Da arte com que trabalharmos o nosso pensamento dependem as nossas misérias ou as nossas glórias...

segunda-feira, 25 de maio de 2015

O Espiritismo na Arte ~


Décima e última lição de O Esteta

– As sensações artísticas e os espíritos elevados
– Acção do foco divino
– Arte, meio de sentir a grandeza de Deus

 |17 de Fevereiro de 1922|

“O tema final das nossas conversas torna-se mais e mais delicado e os elementos que encontro no médium são de tal modo restritos que devo vos pedir que me desculpem a pobreza das expressões empregadas. Iremos quase entrar e planar no domínio divino.

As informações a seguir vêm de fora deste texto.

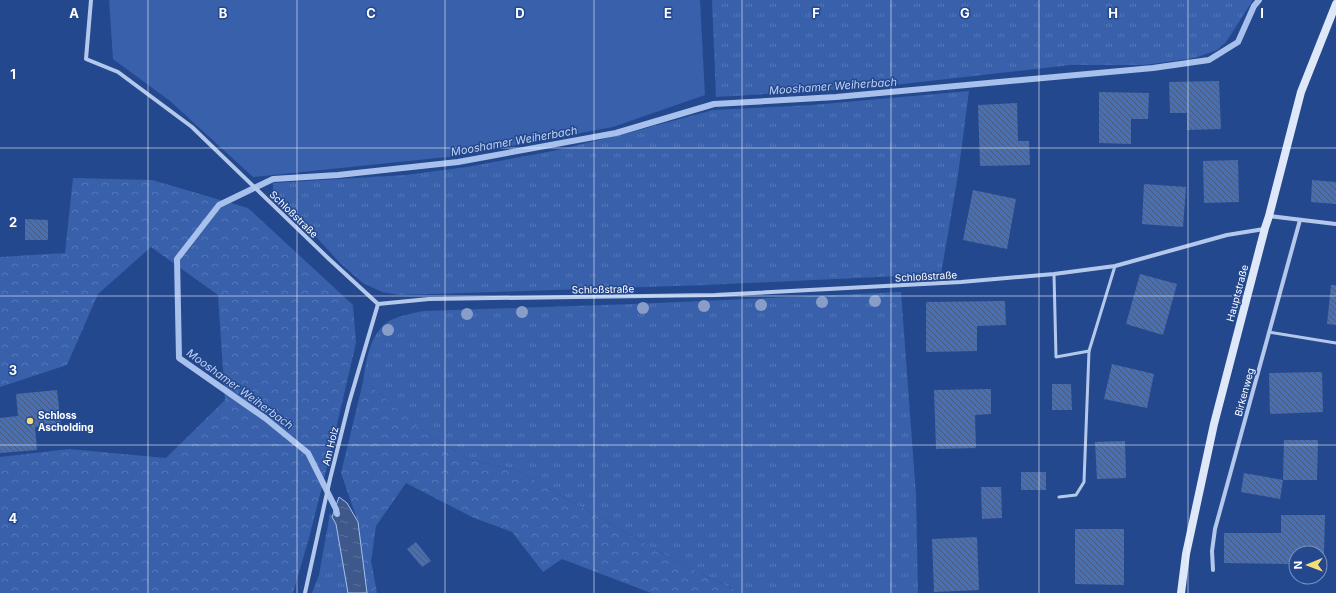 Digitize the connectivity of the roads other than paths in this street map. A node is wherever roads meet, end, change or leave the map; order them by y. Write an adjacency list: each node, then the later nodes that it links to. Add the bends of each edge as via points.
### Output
1 (91, 0): 9 (street, Schloßstraße, via 86,59 118,72 192,127)
2 (1336, 4): 3 (main road, Hauptstraße, via 1301,92)
3 (1269, 216): 4 (street); 6 (main road, Hauptstraße)
4 (1300, 220): 5 (street); 10 (street, Birkenweg)
5 (1336, 224)
6 (1264, 228): 7 (street, Schloßstraße, via 1227,235); 16 (main road, Hauptstraße, via 1214,424 1186,554)
7 (1115, 266): 8 (street, Schloßstraße); 12 (lane)
8 (1054, 274): 9 (street, Schloßstraße, via 954,283 715,295 429,300); 12 (lane, via 1056,357)
9 (378, 304): 15 (street, Am Holz, via 349,403)
10 (1269, 332): 11 (lane); 14 (street, Birkenweg, via 1215,529 1212,551)
11 (1336, 342)
12 (1089, 351): 13 (lane, via 1084,482 1076,495)
13 (1059, 497)
14 (1214, 570)
15 (305, 593)
16 (1181, 593) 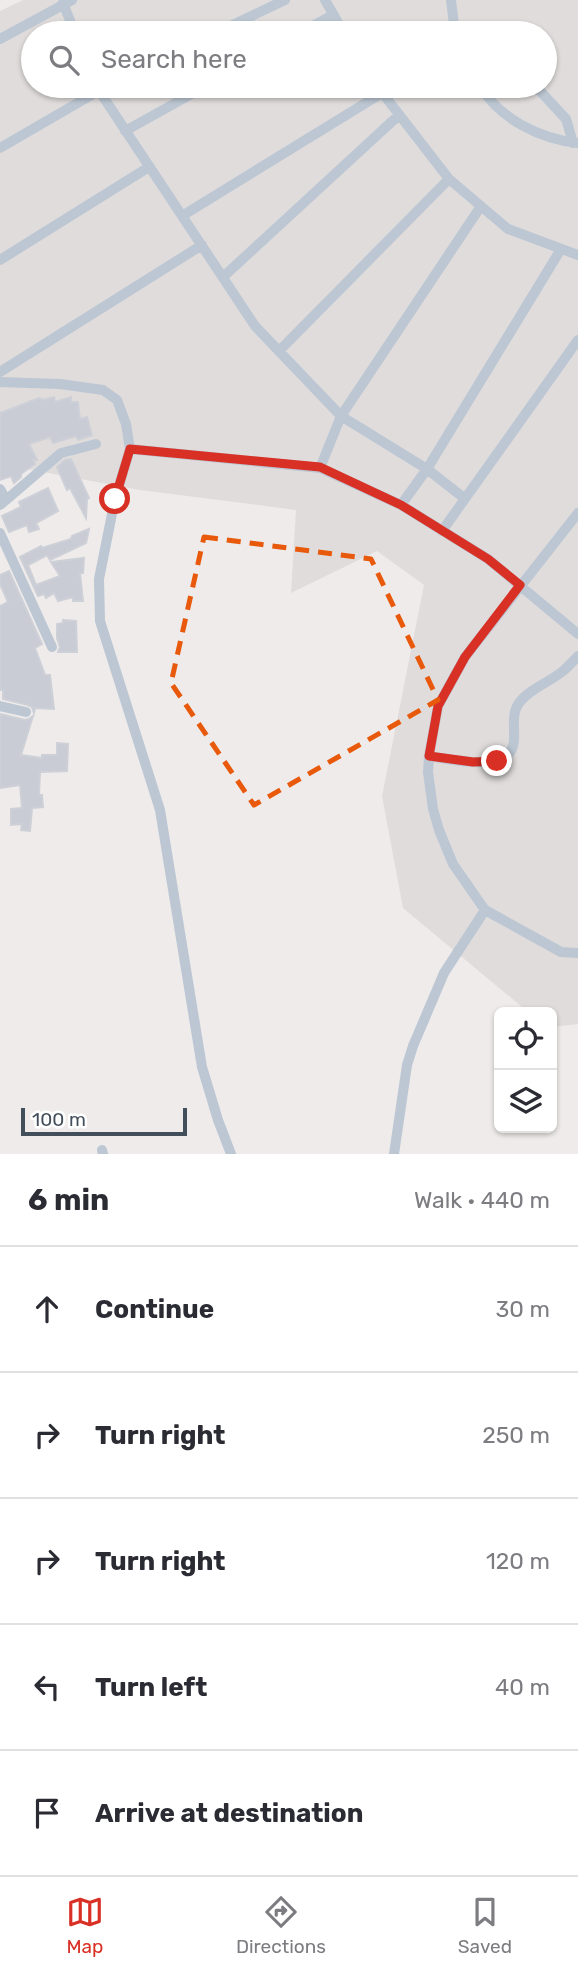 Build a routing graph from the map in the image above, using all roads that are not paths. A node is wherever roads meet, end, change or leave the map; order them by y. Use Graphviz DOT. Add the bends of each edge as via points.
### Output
graph roads {
  1 [pos="285,0"];
  2 [pos="325,0"];
  3 [pos="452,0"];
  4 [pos="68,2"];
  5 [pos="333,15"];
  6 [pos="33,21"];
  7 [pos="72,21"];
  8 [pos="241,21"];
  9 [pos="322,21"];
  10 [pos="337,21"];
  11 [pos="454,21"];
  12 [pos="21,28"];
  13 [pos="0,39"];
  14 [pos="82,98"];
  15 [pos="106,98"];
  16 [pos="184,98"];
  17 [pos="367,98"];
  18 [pos="386,98"];
  19 [pos="489,98"];
  20 [pos="547,98"];
  21 [pos="399,115"];
  22 [pos="125,131"];
  23 [pos="576,143"];
  24 [pos="0,148"];
  25 [pos="149,167"];
  26 [pos="449,179"];
  27 [pos="481,206"];
  28 [pos="183,216"];
  29 [pos="202,246"];
  30 [pos="561,248"];
  31 [pos="578,255"];
  32 [pos="0,260"];
  33 [pos="223,277"];
  34 [pos="578,340"];
  35 [pos="279,351"];
  36 [pos="0,372"];
  37 [pos="0,382"];
  38 [pos="341,416"];
  39 [pos="96,444"];
  40 [pos="130,449"];
  41 [pos="320,467"];
  42 [pos="427,469"];
  43 [pos="2,498"];
  44 [pos="464,498"];
  45 [pos="401,505"];
  46 [pos="578,513"];
  47 [pos="442,531"];
  48 [pos="0,533"];
  49 [pos="520,585"];
  50 [pos="578,634"];
  51 [pos="52,647"];
  52 [pos="578,656"];
  53 [pos="0,706"];
  54 [pos="26,712"];
  55 [pos="429,756"];
  56 [pos="485,910"];
  57 [pos="578,953"];
  58 [pos="231,1154"];
  59 [pos="394,1154"];
  1 -- 8 [label="street"];
  2 -- 5 [label="street"];
  3 -- 11 [label="street"];
  4 -- 6 [label="street"];
  4 -- 7 [label="street"];
  5 -- 9 [label="street"];
  5 -- 10 [label="street"];
  12 -- 13 [label="street"];
  14 -- 24 [label="street"];
  15 -- 22 [label="street"];
  16 -- 22 [label="street"];
  17 -- 28 [label="street"];
  18 -- 21 [label="street"];
  19 -- 23 [label="street" via="510,118 540,135"];
  20 -- 23 [label="street" via="566,119"];
  21 -- 26 [label="street"];
  21 -- 33 [label="street"];
  22 -- 25 [label="street"];
  25 -- 28 [label="street"];
  25 -- 32 [label="street"];
  26 -- 27 [label="street"];
  26 -- 35 [label="street"];
  27 -- 30 [label="street" via="508,229"];
  27 -- 38 [label="street"];
  28 -- 29 [label="street"];
  29 -- 33 [label="street"];
  29 -- 36 [label="street"];
  30 -- 31 [label="street"];
  30 -- 42 [label="street"];
  33 -- 35 [label="street" via="255,326"];
  34 -- 44 [label="street"];
  35 -- 38 [label="street"];
  37 -- 40 [label="street" via="103,390 117,400"];
  38 -- 41 [label="street"];
  38 -- 42 [label="street"];
  39 -- 43 [label="street" via="61,453"];
  40 -- 41 [label="street"];
  40 -- 58 [label="street" via="99,579 100,621 160,810 202,1067"];
  41 -- 45 [label="street"];
  42 -- 44 [label="street"];
  42 -- 45 [label="street"];
  44 -- 47 [label="street"];
  45 -- 47 [label="street"];
  46 -- 49 [label="street"];
  47 -- 49 [label="street"];
  48 -- 51 [label="street"];
  49 -- 50 [label="street"];
  49 -- 55 [label="street" via="465,657 438,706"];
  52 -- 55 [label="street" via="518,704 515,743 507,757 473,762"];
  53 -- 54 [label="street"];
  55 -- 56 [label="street" via="439,830 453,864"];
  56 -- 57 [label="street" via="561,952"];
  56 -- 59 [label="street" via="444,973 413,1046"];
}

Hoje, eu queria poder entreabrir uma janela sobre esse azul celeste, que é o centro de todas as radiações e resume, para vós, todas as virtudes, todas as potências intelectuais e morais.

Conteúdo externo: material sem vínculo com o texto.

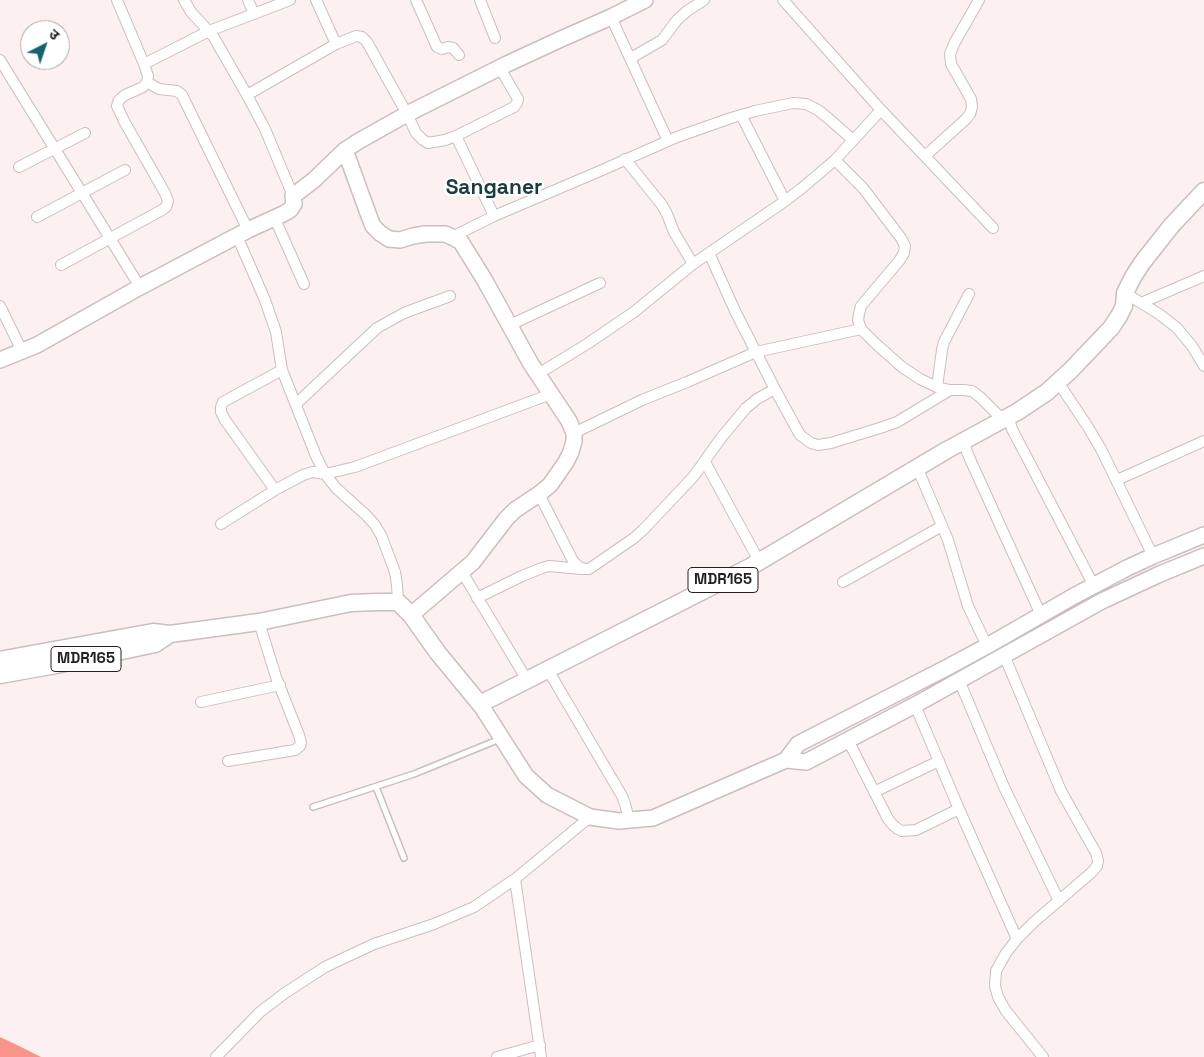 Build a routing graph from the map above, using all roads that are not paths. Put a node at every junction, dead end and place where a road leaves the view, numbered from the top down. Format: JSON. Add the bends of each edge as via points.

Comprovaste, nas vossas vidas humanas, que cada ser possui, em grau diverso, quer por intuição, quer como resultado de sua vontade, qualidades que ele adquiriu na Terra, em vidas anteriores ou por aspiração em direcção às esferas fluídicas divinas.

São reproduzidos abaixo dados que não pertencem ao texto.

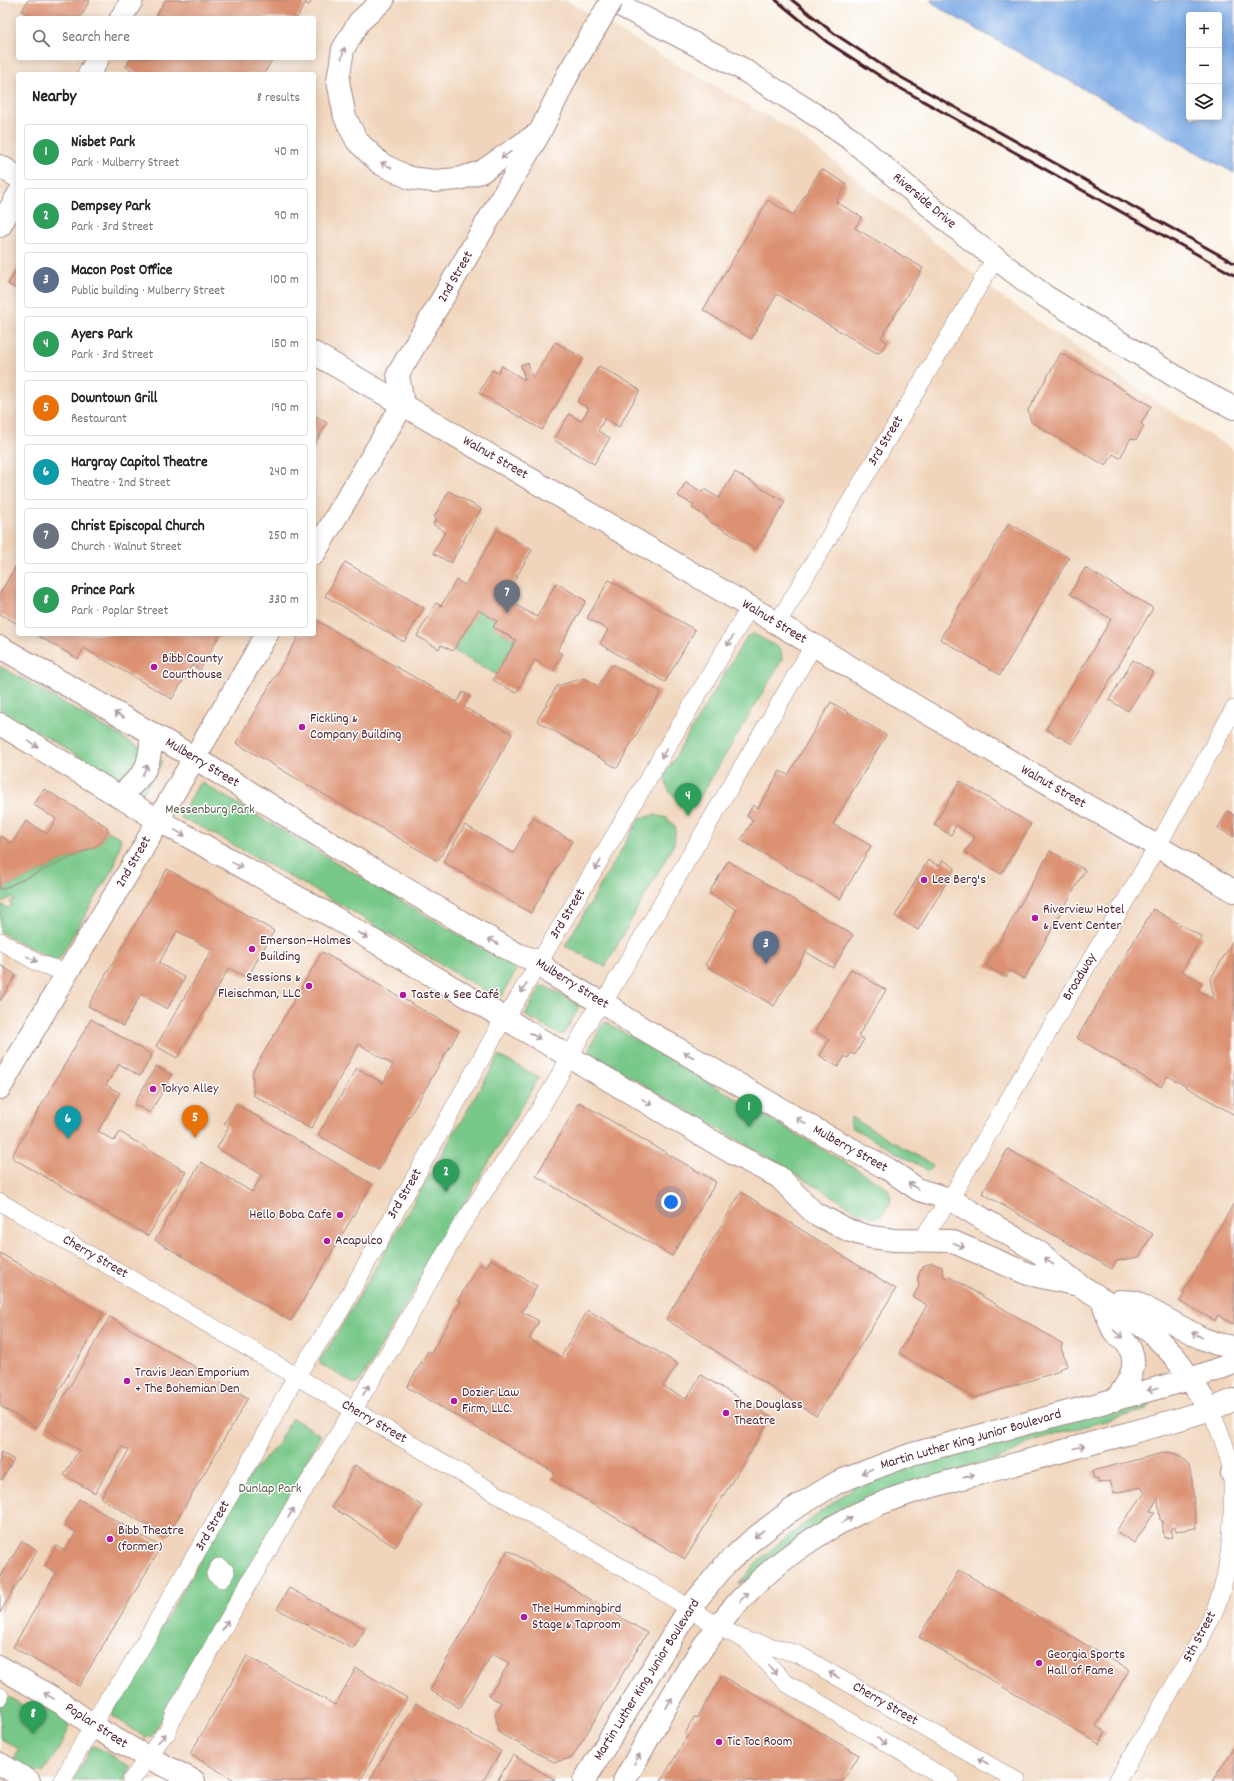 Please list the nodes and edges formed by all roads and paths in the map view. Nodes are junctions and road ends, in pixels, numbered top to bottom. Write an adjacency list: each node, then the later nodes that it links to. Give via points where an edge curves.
1 (132, 0): 4 (main road)
2 (383, 0): 7 (main road, one-way to 2, via 481,172 458,179 434,181 410,178 381,164 357,141 344,117 338,81 343,49 359,22)
3 (611, 0): 7 (main road, 2nd Street, bridge, via 568,74); 12 (main road, Riverside Drive, via 739,67 817,116 852,140)
4 (122, 16)
5 (97, 60): 6 (main road)
6 (90, 72)
7 (539, 134): 14 (main road, 2nd Street, via 398,374)
8 (0, 166): 9 (main road)
9 (16, 176)
10 (16, 198): 11 (main road)
11 (0, 226)
12 (995, 259): 15 (main road, Riverside Drive, via 1045,296 1186,382); 18 (street, 3rd Street)
13 (316, 354): 14 (main road, Walnut Street)
14 (403, 404): 16 (main road); 17 (main road, Walnut Street)
15 (1234, 408)
16 (316, 551)
17 (750, 607): 18 (main road, Walnut Street); 31 (street, 3rd Street, one-way to 31)
18 (777, 624): 20 (main road, Walnut Street)
19 (266, 636): 25 (main road, 2nd Street)
20 (813, 646): 28 (main road, Walnut Street); 33 (street)
21 (0, 647): 24 (main road, Mulberry Street, one-way to 21)
22 (1234, 710): 28 (street, Broadway)
23 (0, 724): 26 (main road, Mulberry Street, one-way to 26)
24 (152, 734): 25 (main road, Mulberry Street); 26 (main road, one-way to 24, via 143,776 150,760)
25 (195, 758): 27 (main road, 2nd Street); 31 (main road, Mulberry Street, one-way to 25, via 517,954 482,934)
26 (119, 797): 27 (main road, Mulberry Street)
27 (158, 820): 32 (main road, 2nd Street); 34 (main road, Mulberry Street, one-way to 34, via 335,918)
28 (1157, 848): 29 (main road, Walnut Street); 37 (street, Broadway)
29 (1234, 892)
30 (0, 941): 32 (street, one-way to 32, via 38,963)
31 (540, 962): 33 (main road, Mulberry Street, via 551,974); 34 (street, 3rd Street, one-way to 34)
32 (66, 973): 36 (main road, 2nd Street)
33 (604, 1002): 35 (street, via 593,1014); 37 (main road, Mulberry Street, one-way to 33, via 919,1190 888,1169 625,1018)
34 (504, 1018): 35 (main road, Mulberry Street, one-way to 35); 44 (street, 3rd Street, via 340,1311)
35 (570, 1057): 39 (main road, Mulberry Street, one-way to 39, via 734,1154 779,1177 814,1212 850,1230 871,1237); 49 (street, one-way to 35, via 459,1229 536,1115)
36 (0, 1088)
37 (950, 1199): 39 (street, Broadway); 40 (main road, Mulberry Street, one-way to 37, via 1040,1253)
38 (0, 1202): 44 (street, Cherry Street)
39 (920, 1241): 40 (main road, Mulberry Street, one-way to 40, via 951,1241 1028,1274)
40 (1079, 1285): 41 (main road, Mulberry Street)
41 (1102, 1299): 42 (main road, one-way to 41, via 1201,1338 1135,1302); 45 (main road, Mulberry Street, via 1153,1334); 46 (main road, one-way to 46, via 1114,1331 1129,1347 1133,1358 1132,1377)
42 (1234, 1347)
43 (1234, 1362): 45 (main road, Martin Luther King Junior Boulevard)
44 (296, 1376): 49 (street, Cherry Street); 55 (street, 3rd Street, via 243,1475)
45 (1191, 1379): 46 (main road, Martin Luther King Junior Boulevard, one-way to 46); 48 (main road, Mulberry Street)
46 (1115, 1400): 51 (main road, Martin Luther King Junior Boulevard, one-way to 51, via 912,1454 838,1482 790,1511 751,1541 711,1581)
47 (1234, 1400): 48 (main road, Martin Luther King Junior Boulevard)
48 (1210, 1409): 50 (street, 5th Street); 52 (main road, Martin Luther King Junior Boulevard, one-way to 48, via 740,1601 786,1558 822,1534 870,1509 926,1488 1151,1428)
49 (354, 1410): 51 (street, Cherry Street); 56 (street, one-way to 49, via 162,1736 167,1733 175,1713 242,1596)
50 (1233, 1470): 66 (street, 5th Street, via 1229,1561 1217,1606 1196,1648)
51 (689, 1609): 52 (street, Cherry Street); 62 (main road, Martin Luther King Junior Boulevard)
52 (719, 1627): 53 (street, Cherry Street); 63 (main road, Martin Luther King Junior Boulevard, one-way to 52, via 694,1660)
53 (747, 1641): 64 (street, Cherry Street, one-way to 64, via 786,1683); 65 (street, Cherry Street, one-way to 53, via 798,1654)
54 (0, 1667): 55 (main road, Poplar Street, one-way to 54, via 63,1704)
55 (93, 1726): 56 (main road, Poplar Street); 59 (street, 3rd Street)
56 (148, 1758): 60 (street); 61 (main road, Poplar Street)
57 (0, 1764): 58 (main road)
58 (29, 1781)
59 (62, 1781)
60 (132, 1781)
61 (194, 1781)
62 (584, 1781)
63 (624, 1781)
64 (950, 1781)
65 (1017, 1781)
66 (1117, 1781)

Atrevo-me a vos dizer que o Ser divino é um centro radiante, composto de todas as coisas e realizando cada coisa.

A vossa imaginação terrestre não pode compreender isso. Aliás, não é necessário, visto que, no vosso plano, não tens a obrigação de vos colocar mais alto do que a evolução vos permite. Porém, do espaço, temos uma sensação mais forte de que existe uma esfera, um campo de acção no qual as ondas fluídicas impressionam e fazem vibrar, no nosso plano, os seres espirituais e, no vosso plano, os seres corporais, e que representa o poder, a beleza, a harmonia do divino. Essa harmonia é a própria essência da arte; é ela que, empregada na medida certa, faz vibrar o cérebro dos génios e põe em acção as inteligências em fase de evolução, por um trabalho e uma vontade firme e racional. Essas esferas abrem a entrada do campo divino. Nós podemos representá-lo melhor que vós, no entanto ainda não podemos fundir-nos nele.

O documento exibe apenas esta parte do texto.